GIROS
(18de septiembre de 2011)
Aunque siempre me han llamado Luisa, la verdad es que yo quiero llamarme Juana. Bueno llamarme no, yo lo que quiero, de verdad, es ser Juana. No quiero parecerme a ella, ni tener su mismo hablar, sus mismas manos morenas, ni tampoco sus andares o su risa. Yo lo que quiero, definitivamente, es ser ella, ser Juana.
Ella conduce, trabaja, hace la compra. Su marido la adora, sus hijos también. Todavía se ve bonita ante el espejo, aún se atreve a mirarse desnuda y mantener la luz del baño encendida más tiempo del necesario. Pero no lo duden: yo sabría ser todavía más hermosa, más cariñosa con sus hijos, más amante del marido.

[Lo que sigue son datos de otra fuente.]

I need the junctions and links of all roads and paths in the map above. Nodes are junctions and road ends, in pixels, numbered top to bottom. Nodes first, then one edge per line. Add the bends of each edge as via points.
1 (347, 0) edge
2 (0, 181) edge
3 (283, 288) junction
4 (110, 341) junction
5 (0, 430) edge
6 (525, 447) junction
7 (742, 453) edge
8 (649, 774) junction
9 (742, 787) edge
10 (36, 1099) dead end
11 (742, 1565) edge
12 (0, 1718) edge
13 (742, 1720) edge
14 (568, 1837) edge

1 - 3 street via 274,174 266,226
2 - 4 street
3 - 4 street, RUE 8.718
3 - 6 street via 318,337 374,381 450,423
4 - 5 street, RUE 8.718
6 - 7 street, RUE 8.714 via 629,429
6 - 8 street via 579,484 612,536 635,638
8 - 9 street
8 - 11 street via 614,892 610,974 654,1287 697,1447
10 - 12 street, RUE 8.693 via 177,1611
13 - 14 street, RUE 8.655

Cada mañana me despierto convencida de que soy más ella y de que ella, la que se hace llamar Juana, se está diluyendo poco a poco e irremisiblemente en la nada, como esos terrones que se echan en el café. La cucharilla dando vueltas apenas hace ruido mientras yo giro a la vez mentalmente: una vuelta, cinco vueltas, diez, veinte, cien… giro y giro hasta que su figura se borra de mi mente por completo y entonces surjo yo, la nueva Juana, la auténtica Juana.
Hoy se ha levantado rara. Se nota extraña. Ella no sabe, ignora que es sólo el principio de su trasformación, si no estaría aterrada. Yo mientras tanto tengo que ser fuerte, estar serena y disimular, que no se me note que yo también estoy cambiando, que me estoy volviendo cada vez más ella, que casi ya soy ella.
Mauullaaa, maulla pequeña… los niños te acariciarán y tú te desesperarás por hacerles comprender. Nunca sabrán lo que tú y yo sabremos. Pequeña Luisa, acostúmbrate pronto a tu nuevo nombre, y olvídate de todo lo demás.
Juana hace días que parece distinta. Los médicos no saben decir qué le sucede. Pasa muchas horas tendida en la cama sin hablar, sin decir nada, sólo se acurruca entre las sábanas, bosteza y vuelve a dormir. En sueños emite un suave ronroneo, apenas un murmullo satisfecho. Mientras su dócil gata Luisa sigue arañando la puerta queriendo entrar, ella no la quiere ver. Es lo único que ha pedido la enferma a la familia: que se deshagan de la gata.
Luisa es un animal vulgar, sin raza, que por no tener no tiene siquiera los tres colores que debe tener una gata callejera que se precie. Nadie la quiere y termina abandonada a su suerte. Subsistiendo sobre los tejados de la ciudad, a veces cree reconocer su antigua casa y una mirada de su dueña desde el balcón. El pobre felino nunca sospechó de la locura de su ama, ni siquiera se asustaba cuando ella, Juana, se le quedaba mirando fijamente hora tras hora mientras giraba, incansable, la cucharilla en su taza de café.